Also, I always see this $f^{op}$ that I've mentioned just written as $f$; is this shorthand, or is there something deeper there?

The conceptual hurdle you have to pass here is to think of a category as really just being a collection of abstract dots called "objects" and abstract arrows between them called "morphisms" satisfying certain axioms. Just as an abstract group isn't defined with reference to a specific set it acts on, a category isn't defined with reference to a specific "implementation" of it as a collection of sets and maps between them, and in fact unlike the case with groups, there exist categories which cannot be implemented as a collection of sets and maps between them; such categories are said not to be concretizable.

So when we take the opposite category, we are literally doing nothing more than reversing the direction of the arrows. $f^{op}$ is just another name for $f$ with its direction reversed: it doesn't necessarily have any more concrete existence than that.

Strictly speaking, this is not an answer to the question, but more of an elaboration on Thomas Andrews' answer which may be helpful. Paralleling the "When in Rome be a Roman", we should repeat aloud "When doing category theory think categorially". So what is the categorial way of defining new objects? Universal properties. Is there a universal property for the opposite category? But why yes, sir. For a category $A$ there is a contravariant functor $A\to A^{\ast}$ universal among contravariant functors: every contravariant functor $A\to B$ factors uniquely through $A\to A^{\ast}$ (via a covariant functor). So what is $A^{\ast}$? Who cares, it is just the categorial thingy we need to reduce contravariant functors to ordinary, covariant ones.

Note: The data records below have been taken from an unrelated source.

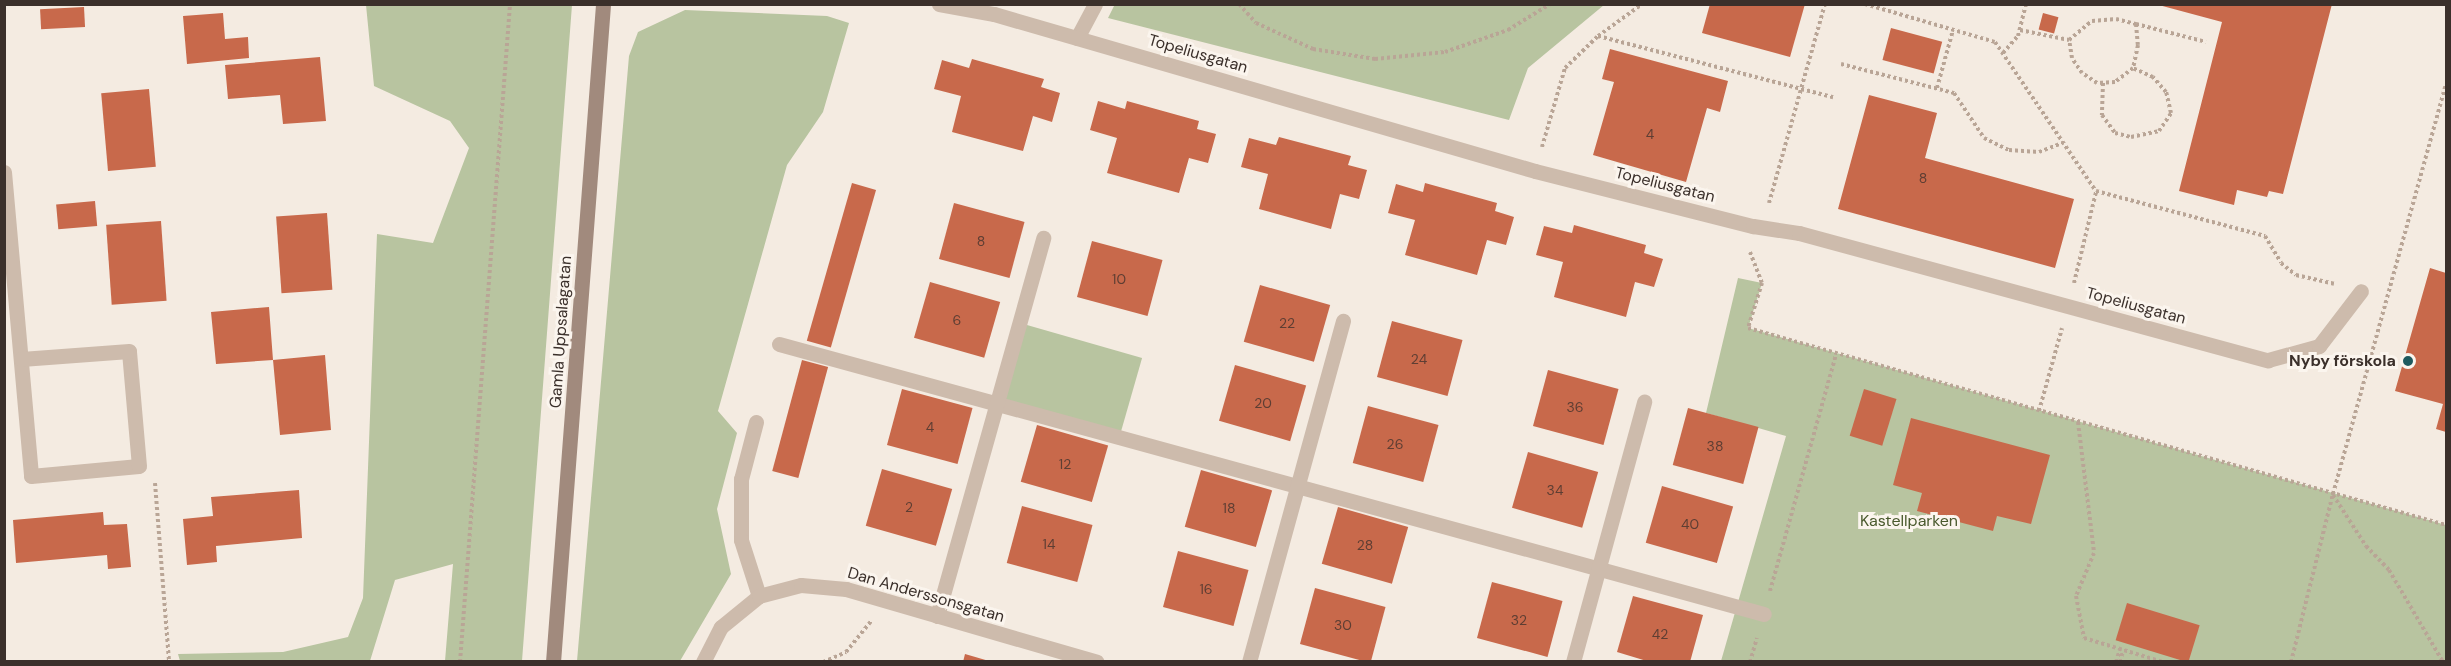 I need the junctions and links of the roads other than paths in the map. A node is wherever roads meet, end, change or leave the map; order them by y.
1 (603, 4) edge
2 (939, 4) edge
3 (1095, 4) edge
4 (995, 9) edge
5 (1077, 38) junction
6 (4, 171) edge
7 (1043, 238) dead end
8 (2361, 291) road end
9 (1343, 321) dead end
10 (779, 344) dead end
11 (21, 359) junction
12 (1644, 402) dead end
13 (997, 404) junction
14 (756, 422) dead end
15 (1297, 486) junction
16 (1598, 569) junction
17 (759, 596) junction
18 (1764, 614) road end
19 (937, 616) junction
20 (1058, 656) edge
21 (554, 662) edge
22 (704, 662) edge
23 (1097, 662) edge
24 (1249, 662) edge
25 (1573, 662) edge

1 - 21 street, Gamla Uppsalagatan
2 - 4 street, Topeliusgatan
3 - 5 street
4 - 5 street, Topeliusgatan
5 - 8 street, Topeliusgatan
6 - 11 street
7 - 13 street
9 - 15 street
10 - 13 street
11 - 11 street
12 - 16 street
13 - 15 street
13 - 19 street
14 - 17 street
15 - 16 street
15 - 24 street
16 - 18 street
16 - 25 street
17 - 19 street, Dan Anderssonsgatan
17 - 22 street, Dan Anderssonsgatan
19 - 20 street, Dan Anderssonsgatan
20 - 23 street, Dan Anderssonsgatan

Later edit: at the risk of going off-topic, I have to protest against the abuse of reductionist expressions like "just a formalism". What could it possibly mean? One way to formulate it, is to ask if the concept (e.g. opposite category) is doing any real work for us. The answer, at least on a first appraisal, seems to be a clear no; it is just a convenient shortcut, little more than a word-game. In response to this, one could invoke the duality principle, but this can still be reasonably seen as "just a formality". On the other hand, the universal property of the opposite category tells us that we have a new object, so we can ask all sorts of questions about it, such as:

(A) for a given category $A$ can we characterize $A^{\ast}$? Pragmatically, this means searching for a "more or less concrete" (deliberately vague expression) category $B$ and an equivalence $A^{\ast}\simeq B$.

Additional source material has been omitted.